**Assignment:** Leaving out all pictures, reproduce the entries below exactly, from the first line through the line that contains "ring dip: (1126, 1052)".
-------- Records for this task
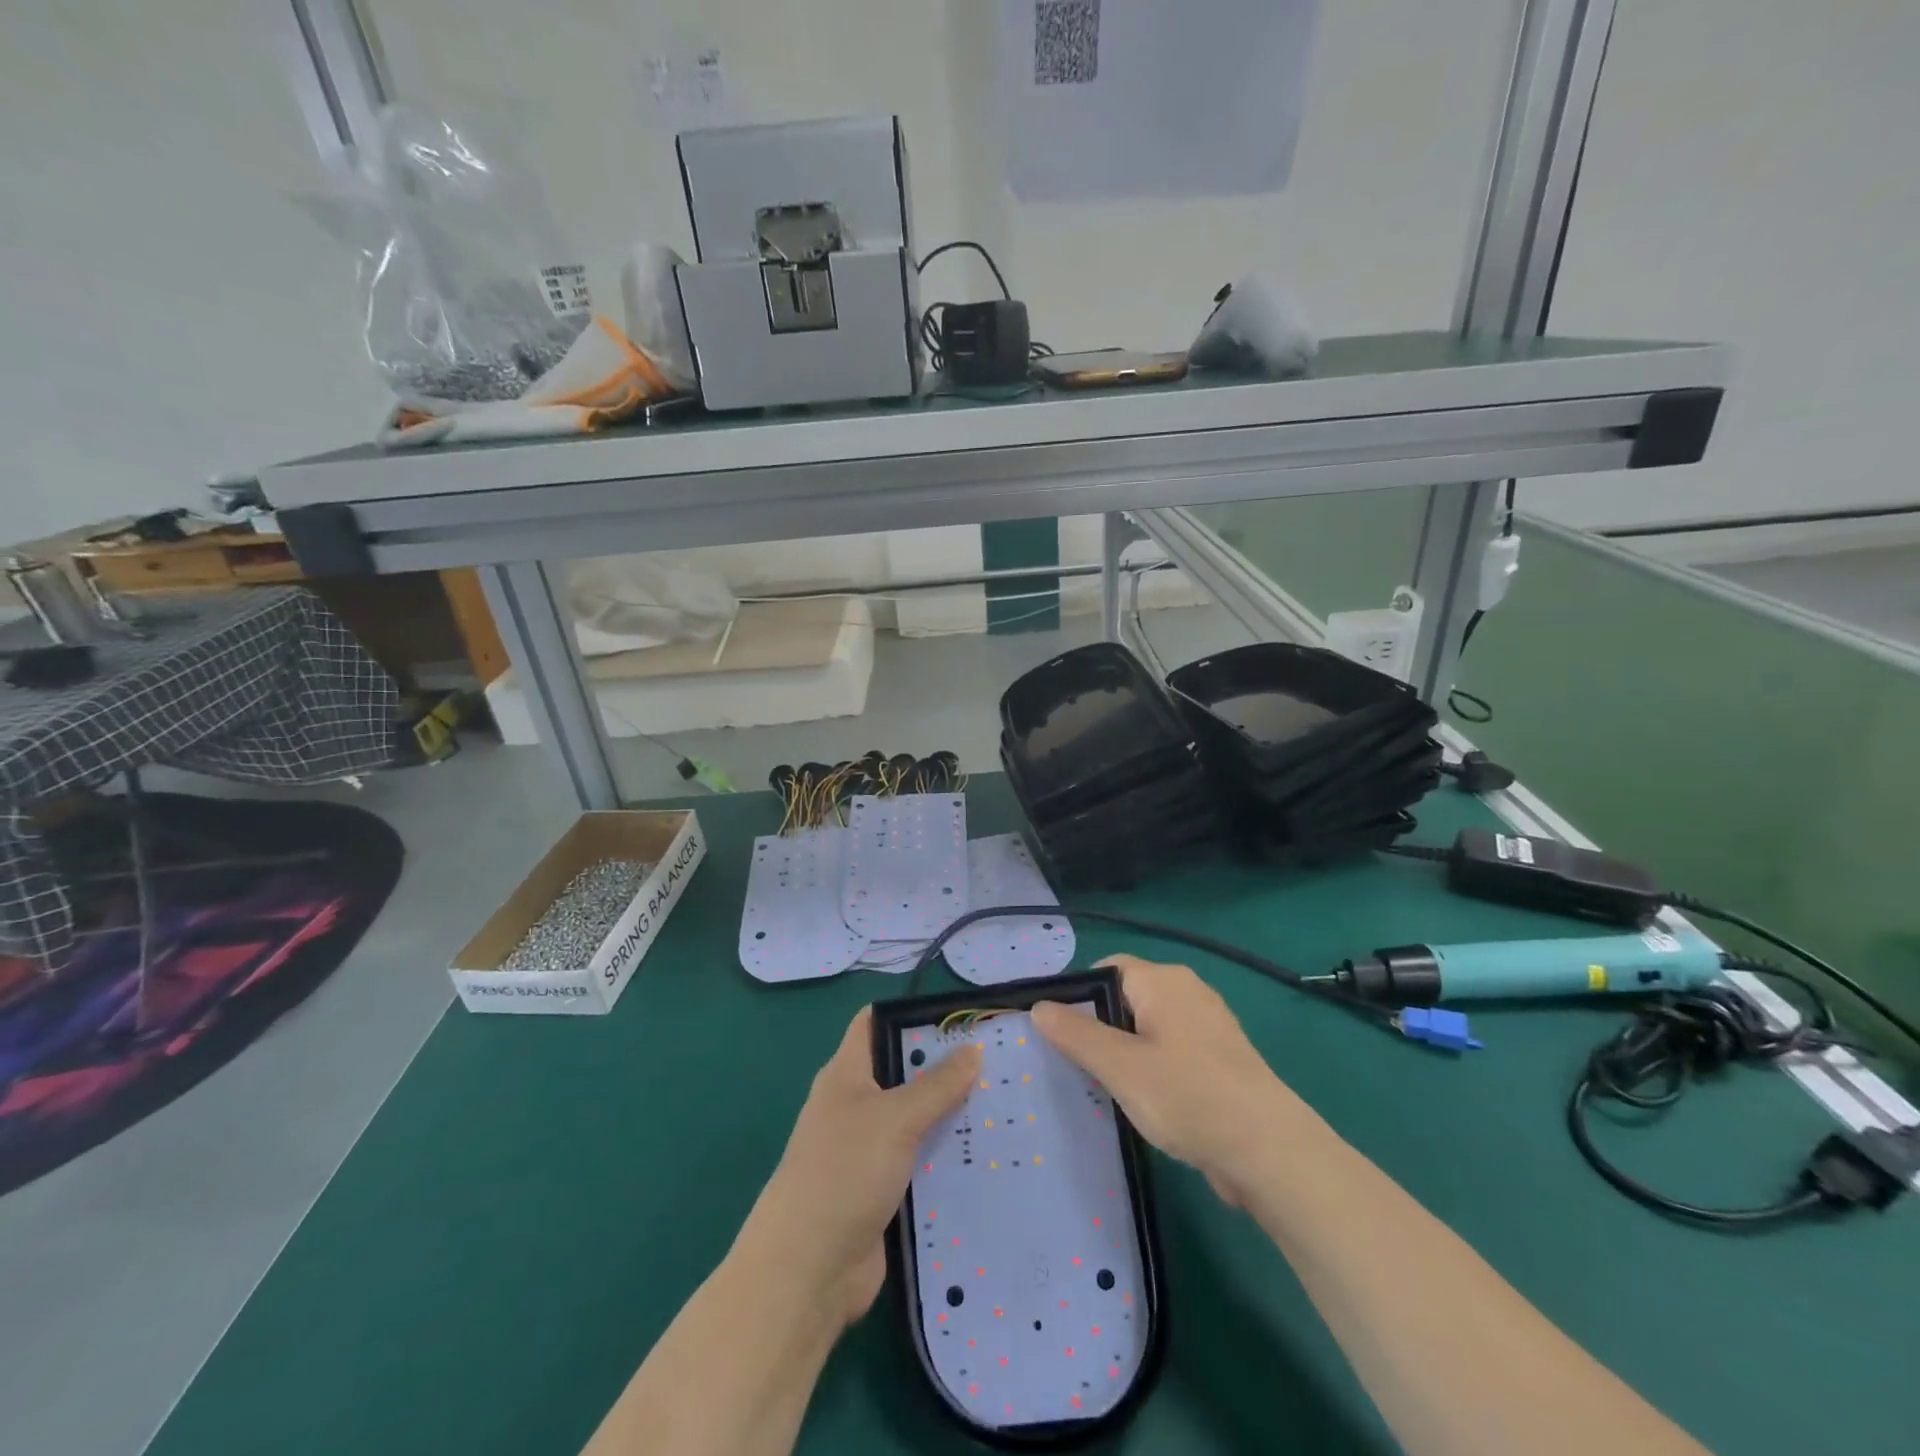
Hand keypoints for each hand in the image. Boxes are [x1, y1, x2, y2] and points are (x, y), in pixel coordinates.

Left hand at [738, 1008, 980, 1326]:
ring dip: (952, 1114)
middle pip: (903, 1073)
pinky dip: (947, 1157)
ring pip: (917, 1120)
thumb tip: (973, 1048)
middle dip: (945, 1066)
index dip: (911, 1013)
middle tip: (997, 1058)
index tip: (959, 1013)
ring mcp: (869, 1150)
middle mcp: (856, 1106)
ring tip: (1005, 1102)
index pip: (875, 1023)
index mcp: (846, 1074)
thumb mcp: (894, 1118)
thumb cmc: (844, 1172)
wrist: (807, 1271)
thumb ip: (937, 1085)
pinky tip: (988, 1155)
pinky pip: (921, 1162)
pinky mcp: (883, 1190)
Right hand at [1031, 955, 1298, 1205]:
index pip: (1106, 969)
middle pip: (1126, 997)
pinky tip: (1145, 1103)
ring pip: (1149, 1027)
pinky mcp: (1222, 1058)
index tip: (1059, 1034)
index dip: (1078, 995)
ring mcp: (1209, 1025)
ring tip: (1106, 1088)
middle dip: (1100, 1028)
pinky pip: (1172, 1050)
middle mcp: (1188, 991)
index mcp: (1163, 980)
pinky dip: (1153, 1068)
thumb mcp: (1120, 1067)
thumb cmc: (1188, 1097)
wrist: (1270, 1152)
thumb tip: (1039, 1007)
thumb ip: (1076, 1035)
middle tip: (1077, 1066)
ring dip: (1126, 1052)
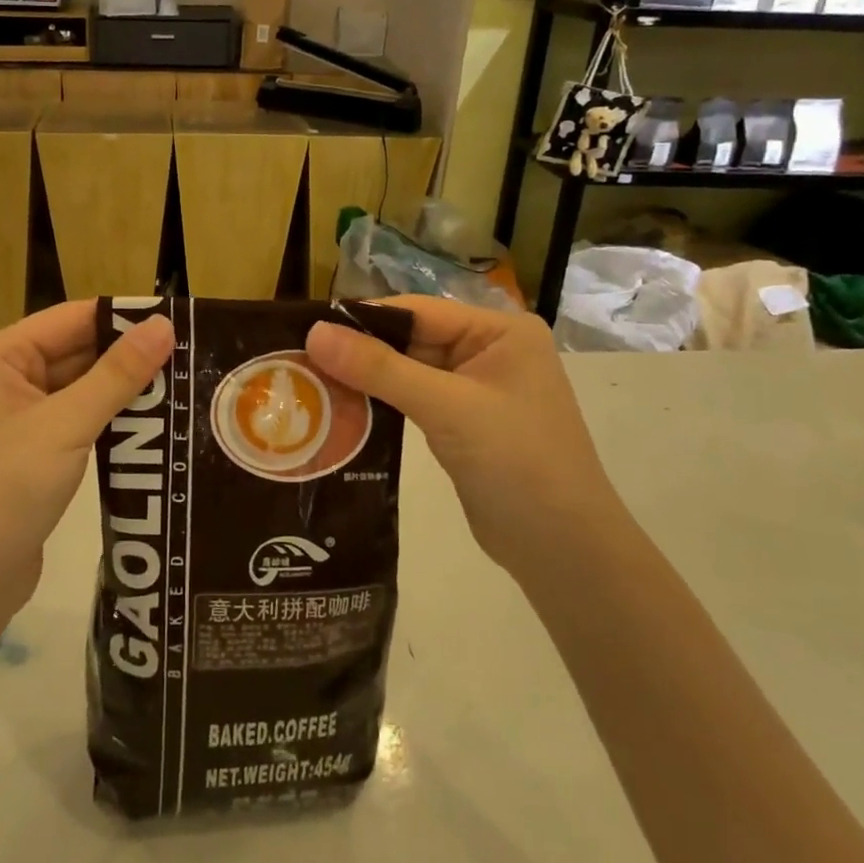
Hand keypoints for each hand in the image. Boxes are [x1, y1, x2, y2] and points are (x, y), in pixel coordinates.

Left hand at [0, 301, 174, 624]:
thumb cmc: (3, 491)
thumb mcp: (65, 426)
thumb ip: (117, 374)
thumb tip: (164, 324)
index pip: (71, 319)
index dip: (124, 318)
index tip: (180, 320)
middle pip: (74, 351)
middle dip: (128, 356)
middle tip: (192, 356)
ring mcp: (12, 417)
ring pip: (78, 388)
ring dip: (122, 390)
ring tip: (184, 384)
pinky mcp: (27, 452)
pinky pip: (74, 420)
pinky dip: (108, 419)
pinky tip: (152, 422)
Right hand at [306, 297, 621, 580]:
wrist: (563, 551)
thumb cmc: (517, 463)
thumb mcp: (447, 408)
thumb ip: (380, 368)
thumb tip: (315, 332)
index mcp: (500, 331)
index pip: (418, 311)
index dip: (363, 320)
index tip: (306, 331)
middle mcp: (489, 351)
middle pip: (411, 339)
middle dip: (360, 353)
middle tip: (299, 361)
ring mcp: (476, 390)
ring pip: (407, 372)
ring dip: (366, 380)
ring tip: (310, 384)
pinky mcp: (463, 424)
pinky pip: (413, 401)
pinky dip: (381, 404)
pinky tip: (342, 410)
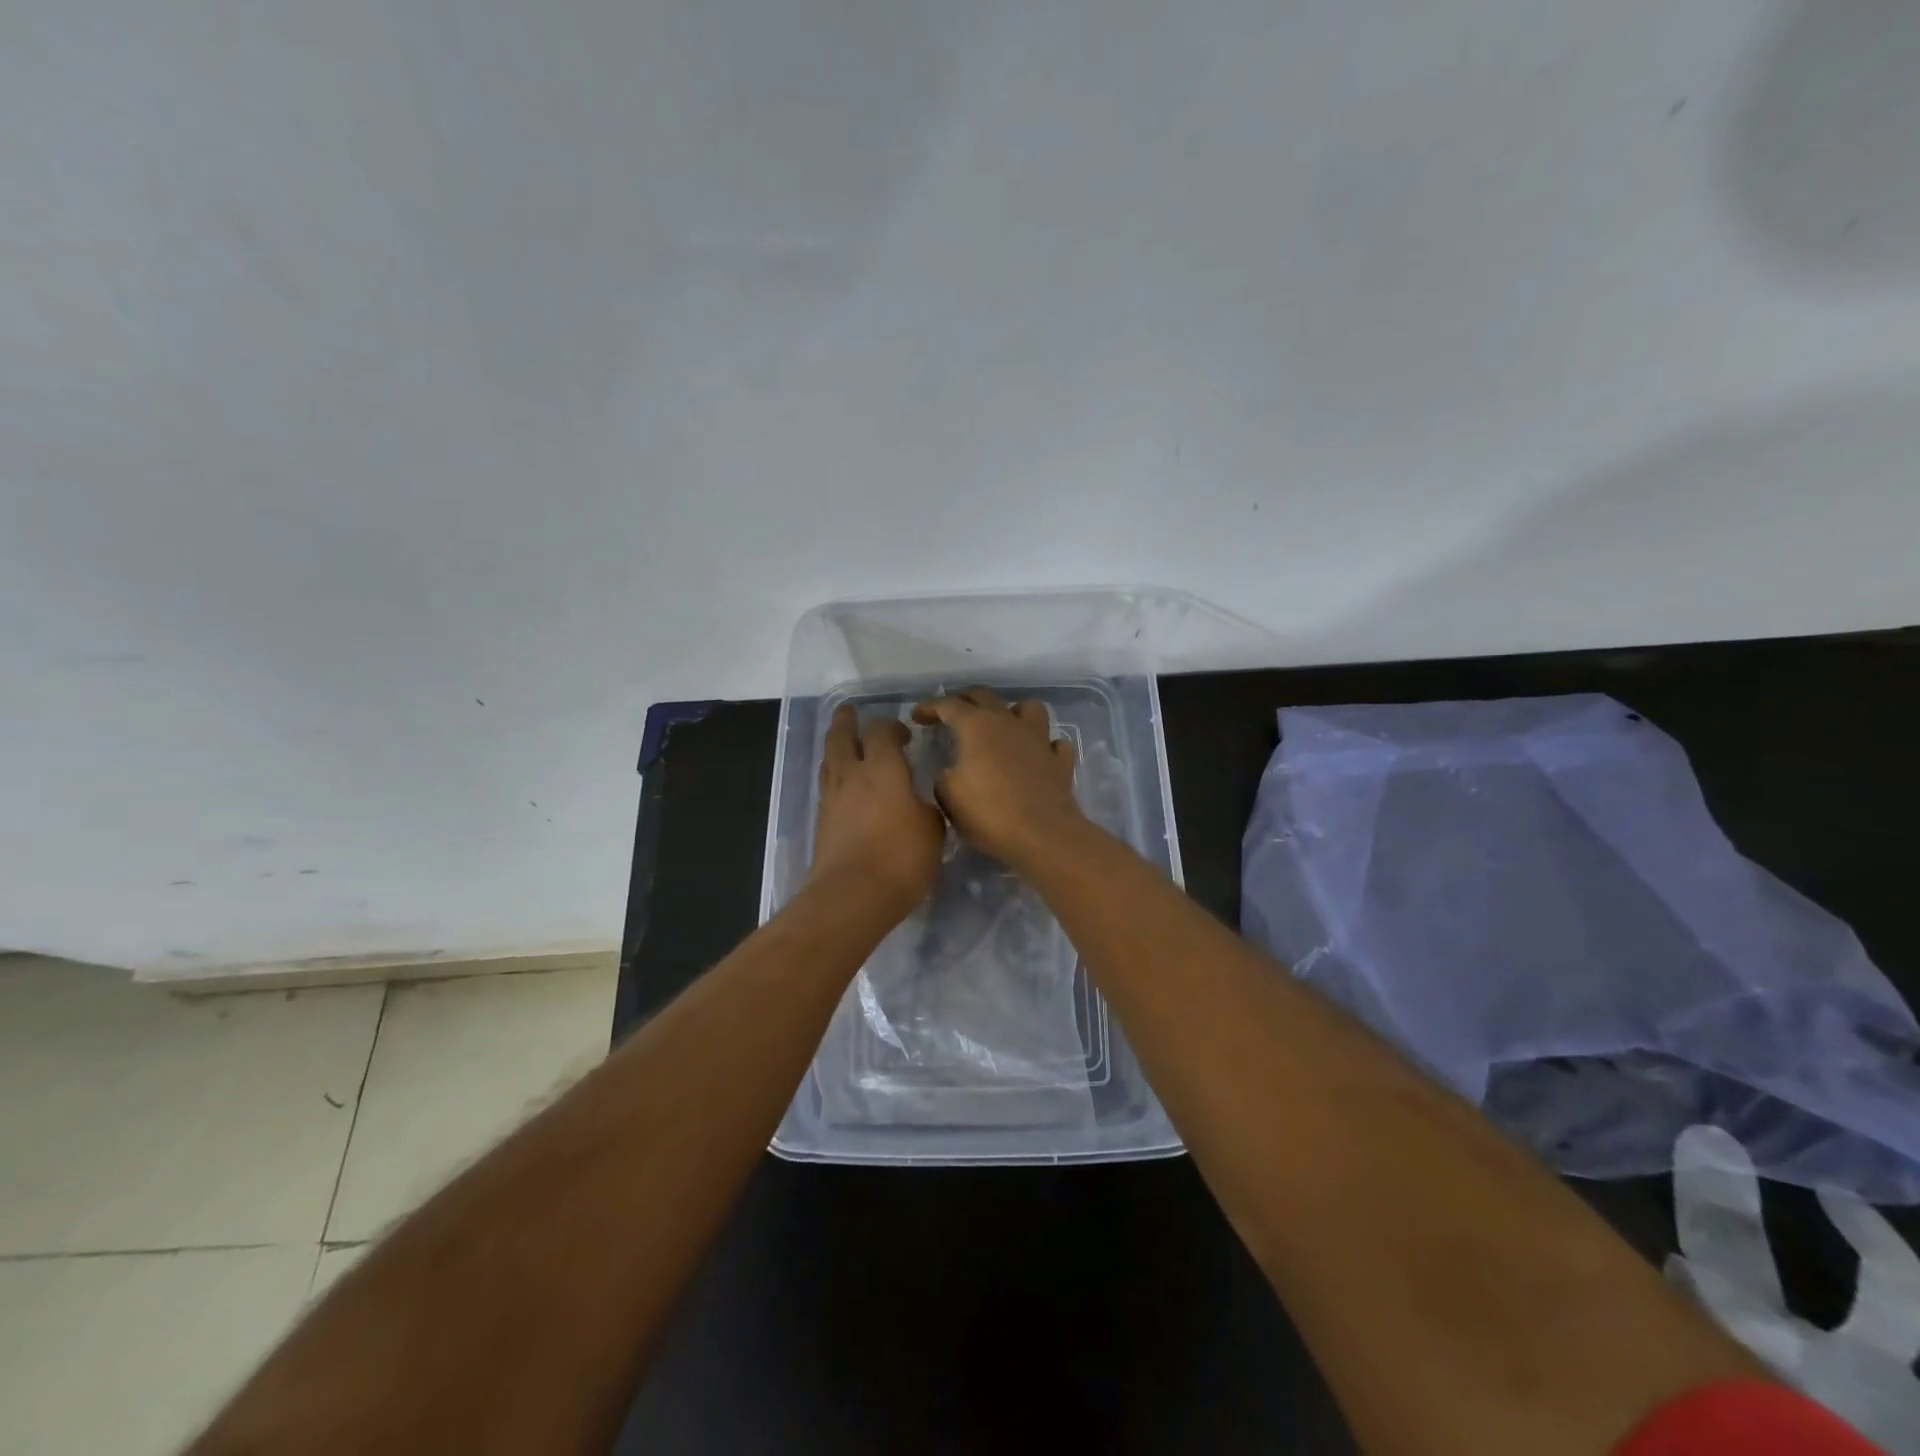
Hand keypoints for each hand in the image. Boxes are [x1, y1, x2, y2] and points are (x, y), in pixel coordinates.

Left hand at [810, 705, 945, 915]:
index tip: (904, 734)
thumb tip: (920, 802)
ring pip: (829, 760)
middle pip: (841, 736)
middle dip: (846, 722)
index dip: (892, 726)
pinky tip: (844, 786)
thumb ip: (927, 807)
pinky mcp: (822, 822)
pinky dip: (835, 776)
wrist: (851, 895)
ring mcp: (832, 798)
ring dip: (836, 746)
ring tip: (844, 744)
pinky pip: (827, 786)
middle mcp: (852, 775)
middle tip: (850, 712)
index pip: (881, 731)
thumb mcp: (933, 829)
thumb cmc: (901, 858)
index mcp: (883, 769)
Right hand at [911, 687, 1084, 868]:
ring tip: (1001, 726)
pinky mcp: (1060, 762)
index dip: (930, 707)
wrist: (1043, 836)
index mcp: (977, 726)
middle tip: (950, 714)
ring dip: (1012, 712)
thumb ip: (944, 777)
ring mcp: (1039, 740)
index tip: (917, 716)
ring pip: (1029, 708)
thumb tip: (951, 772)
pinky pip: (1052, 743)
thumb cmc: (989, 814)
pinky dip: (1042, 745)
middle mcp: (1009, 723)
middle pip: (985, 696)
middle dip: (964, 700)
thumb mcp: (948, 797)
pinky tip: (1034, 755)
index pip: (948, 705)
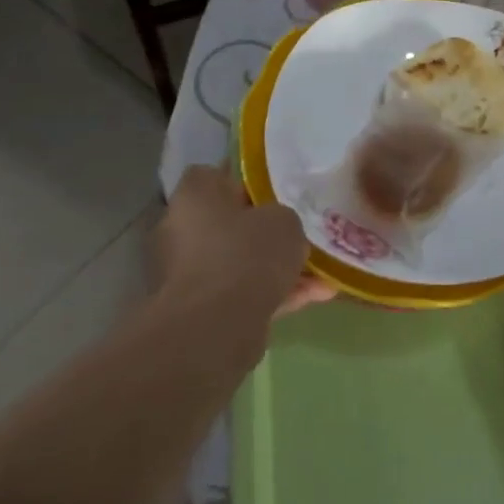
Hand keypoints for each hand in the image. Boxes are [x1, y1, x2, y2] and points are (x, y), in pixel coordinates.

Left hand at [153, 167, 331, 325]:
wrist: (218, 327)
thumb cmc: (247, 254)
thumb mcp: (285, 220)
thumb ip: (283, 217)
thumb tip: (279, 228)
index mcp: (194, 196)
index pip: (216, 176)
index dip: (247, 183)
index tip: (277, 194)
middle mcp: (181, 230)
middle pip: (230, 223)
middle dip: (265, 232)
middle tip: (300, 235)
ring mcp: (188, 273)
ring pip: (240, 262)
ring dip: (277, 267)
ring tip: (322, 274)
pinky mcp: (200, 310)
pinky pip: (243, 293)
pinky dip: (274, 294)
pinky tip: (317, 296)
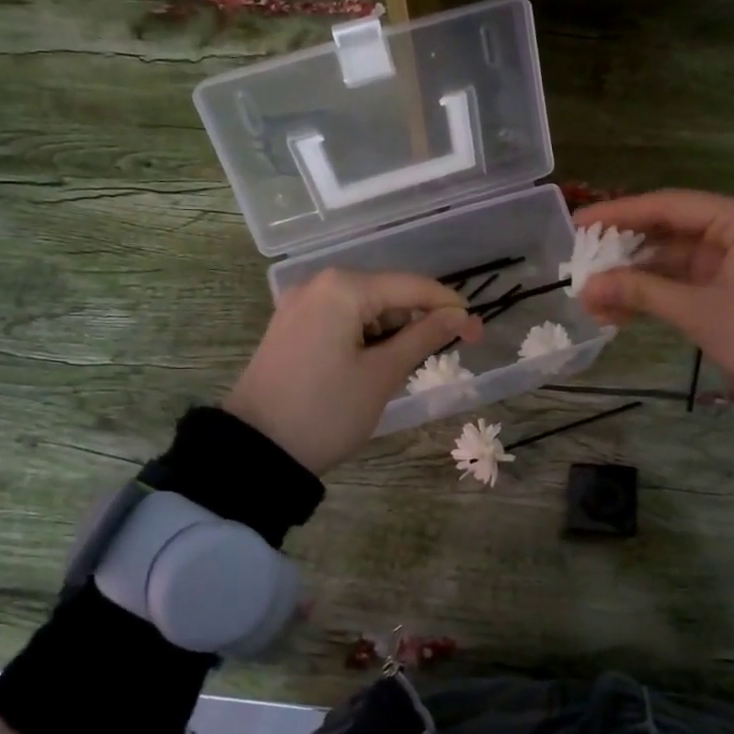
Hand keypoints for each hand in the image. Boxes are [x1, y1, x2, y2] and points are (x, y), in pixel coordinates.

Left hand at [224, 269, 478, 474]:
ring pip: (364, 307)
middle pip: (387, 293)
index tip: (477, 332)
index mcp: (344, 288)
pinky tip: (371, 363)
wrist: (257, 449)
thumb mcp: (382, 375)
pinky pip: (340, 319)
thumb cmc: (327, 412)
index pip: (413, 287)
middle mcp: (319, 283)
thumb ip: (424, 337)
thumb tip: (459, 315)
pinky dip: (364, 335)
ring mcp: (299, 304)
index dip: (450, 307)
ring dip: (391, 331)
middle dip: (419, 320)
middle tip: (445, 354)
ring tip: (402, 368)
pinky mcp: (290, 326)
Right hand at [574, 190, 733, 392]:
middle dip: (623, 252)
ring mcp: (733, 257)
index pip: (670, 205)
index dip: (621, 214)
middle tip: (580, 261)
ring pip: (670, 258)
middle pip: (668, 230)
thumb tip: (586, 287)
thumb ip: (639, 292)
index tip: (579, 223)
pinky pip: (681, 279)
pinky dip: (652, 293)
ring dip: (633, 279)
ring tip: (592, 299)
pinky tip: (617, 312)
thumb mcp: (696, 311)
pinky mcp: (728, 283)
----------------
**Solution to this task:**
Hand keypoints for each hand in the image. Boxes are [x1, y1, x2, y2] and points are (x, y), in pixel coordinates.

Left hand at [738, 1008, 980, 1326]:
ring dip: (952, 1114)
middle pip: (903, 1073)
pinky dip: (947, 1157)
ring pip: (917, 1120)
thumb tip: (973, 1048)
middle dip: (945, 1066)
index dip: (911, 1013)
middle tip: (997, 1058)
index tip: (959, 1013)
ring mcp: (869, 1150)
middle mcp: (856, 1106)
ring tip: (1005, 1102)
index pip: (875, 1023)
index mcp: (846, 1074)
thumb mcp: (894, 1118)
thumb cmc: (844, 1172)
wrist: (807, 1271)
thumb ip: (937, 1085)
pinky tip: (988, 1155)
pinky pip: (921, 1162)
pinky mcp: (883, 1190)
Right hand at [1031, 955, 1298, 1205]:
index pip: (1106, 969)
middle pip: (1126, 997)
pinky tip: (1145, 1103)
ring pip: (1149, 1027)
pinky mcp: (1222, 1058)
index tip: (1059, 1034)
index dip: (1078, 995)
ring mcp: (1209, 1025)
ring tip: (1106, 1088)
middle dip: (1100, 1028)
pinky pip: (1172, 1050)
middle mcp: (1188, 991)
index mcp: (1163, 980)
pinky dip: (1153, 1068)
thumb mcp: (1120, 1067)
thumb cmc: (1188, 1097)
wrist: (1270, 1152)
thumb tip: (1039, 1007)
thumb ip: (1076, 1035)
middle tip: (1077, 1066)
ring dip: (1126, 1052)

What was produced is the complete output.